Irish former politician (born 1932)

Eileen Lemass (born 7 July 1932) is an Irish former Fianna Fáil politician, who served as a Teachta Dála (TD) from 1977 to 1987, and also as a member of the European Parliament from 1984 to 1989.

==Early life and education==
She was born in Cork in 1932, and was educated at St. Kevin's School, the National College of Art, Grafton Academy of Dress Designing and the Abbey Theatre School of Acting.

==Political career==
She became involved in politics in 1974 when she was first elected to Dublin City Council. In 1976 she unsuccessfully contested the by-election in Dublin South-West caused by the death of her 47-year-old husband Noel Lemass, son of former Taoiseach Seán Lemass and brother-in-law of future Taoiseach Charles Haughey.

She was first elected to Dáil Éireann for Dublin Ballyfermot at the 1977 general election. Lemass was elected again at the 1981 general election, this time for Dublin West, but lost her Dáil seat in February 1982.

She was an unsuccessful candidate at the May 1982 Dublin West by-election, but won re-election in that year's second general election in November 1982. Two years later in 1984, she was elected to the European Parliament for the Dublin constituency. She served as the chair of the Committee on Youth, Culture, Education, Information and Sport from 1987 to 1989.

In 1982, Lemass opposed pressure that the European Economic Community was placing on Ireland, Greece, and Belgium to legalise abortion. Speaking to the Irish Times, Lemass said, “It is lucky that Ireland has adopted the constitutional amendment to protect the life of the unborn.
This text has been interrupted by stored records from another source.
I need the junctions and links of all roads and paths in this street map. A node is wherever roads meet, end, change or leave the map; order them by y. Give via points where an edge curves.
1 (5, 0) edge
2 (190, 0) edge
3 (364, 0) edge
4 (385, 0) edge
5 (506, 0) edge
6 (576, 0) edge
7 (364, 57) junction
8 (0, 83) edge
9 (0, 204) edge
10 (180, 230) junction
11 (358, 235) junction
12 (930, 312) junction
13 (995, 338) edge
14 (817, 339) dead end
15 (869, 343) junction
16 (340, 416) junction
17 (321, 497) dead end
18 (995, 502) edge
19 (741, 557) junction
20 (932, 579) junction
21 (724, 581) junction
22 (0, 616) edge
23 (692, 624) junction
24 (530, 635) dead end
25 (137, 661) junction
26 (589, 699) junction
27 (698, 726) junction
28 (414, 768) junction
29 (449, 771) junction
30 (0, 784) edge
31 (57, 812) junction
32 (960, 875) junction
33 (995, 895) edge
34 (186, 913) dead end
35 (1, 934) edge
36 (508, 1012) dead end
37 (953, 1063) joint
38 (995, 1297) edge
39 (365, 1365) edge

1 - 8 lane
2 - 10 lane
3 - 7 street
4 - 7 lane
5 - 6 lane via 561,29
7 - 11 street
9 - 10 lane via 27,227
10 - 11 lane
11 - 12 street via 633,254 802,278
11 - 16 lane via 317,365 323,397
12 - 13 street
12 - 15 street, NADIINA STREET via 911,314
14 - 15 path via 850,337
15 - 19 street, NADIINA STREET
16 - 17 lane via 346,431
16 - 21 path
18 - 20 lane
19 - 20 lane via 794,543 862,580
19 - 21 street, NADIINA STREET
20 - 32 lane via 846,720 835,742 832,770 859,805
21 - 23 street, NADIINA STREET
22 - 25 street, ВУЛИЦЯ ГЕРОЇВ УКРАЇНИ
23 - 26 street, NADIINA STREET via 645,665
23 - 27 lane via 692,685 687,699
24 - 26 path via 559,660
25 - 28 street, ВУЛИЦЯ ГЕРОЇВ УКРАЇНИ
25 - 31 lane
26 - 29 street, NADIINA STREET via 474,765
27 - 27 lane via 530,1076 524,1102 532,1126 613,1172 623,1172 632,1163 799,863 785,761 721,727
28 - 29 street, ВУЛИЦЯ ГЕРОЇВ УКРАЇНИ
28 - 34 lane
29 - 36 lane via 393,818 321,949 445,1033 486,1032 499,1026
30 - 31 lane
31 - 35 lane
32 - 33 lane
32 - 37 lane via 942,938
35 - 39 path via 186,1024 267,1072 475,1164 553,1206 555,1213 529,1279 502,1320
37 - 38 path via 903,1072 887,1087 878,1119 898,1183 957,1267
These moves bear out the claims of pro-amendment people that pressure to allow abortions in Ireland is coming from the European Parliament.”

She retired from domestic politics at the 1987 election and from European politics in 1989 when she lost her European seat.

| Dáil | Election | Deputy (Party) |  | Deputy (Party) |  | Deputy (Party) |  |
|---|---|---|---|---|---|---|---|
| 21st | 1977 |  | John O'Connell (Lab) |  | Eileen Lemass (FF) |  | Jim Mitchell (FG) |
| 22nd | 1981 | Constituency abolished |  |  |  |  |  |

Dáil: Election; Deputy (Party); Deputy (Party); Deputy (Party); Deputy (Party); Deputy (Party)
22nd: 1981; Jim Mitchell (FG); Brian Lenihan Snr (FF); Richard Burke (FG); Eileen Lemass (FF); Brian Fleming (FG)
23rd: 1982 (Feb); Liam Lawlor (FF)
1982 by-election: Liam Skelly (FG)
24th: 1982 (Nov); Eileen Lemass (FF); Tomás Mac Giolla (WP)
25th: 1987; Pat O'Malley (PDs); Liam Lawlor (FF)
26th: 1989; Austin Currie (FG)
27th: 1992; Joan Burton (Lab); 4 seats 1992–2002
1996 by-election: Brian Lenihan Jnr (FF)
28th: 1997; Joe Higgins (SP)
29th: 2002; Joan Burton (Lab); 3 seats 2002–2011
30th: 2007; Leo Varadkar (FG)
31st: 2011; Joe Higgins (SP); 4 seats 2011–2024
2011 by-election: Patrick Nulty (Lab)
2014 by-election: Ruth Coppinger (SP)
32nd: 2016; Ruth Coppinger (AAA–PBP); Jack Chambers (FF)
33rd: 2020; Paul Donnelly (SF); Roderic O'Gorman (GP)
34th: 2024; Emer Currie (FG); Ruth Coppinger (PBP–S)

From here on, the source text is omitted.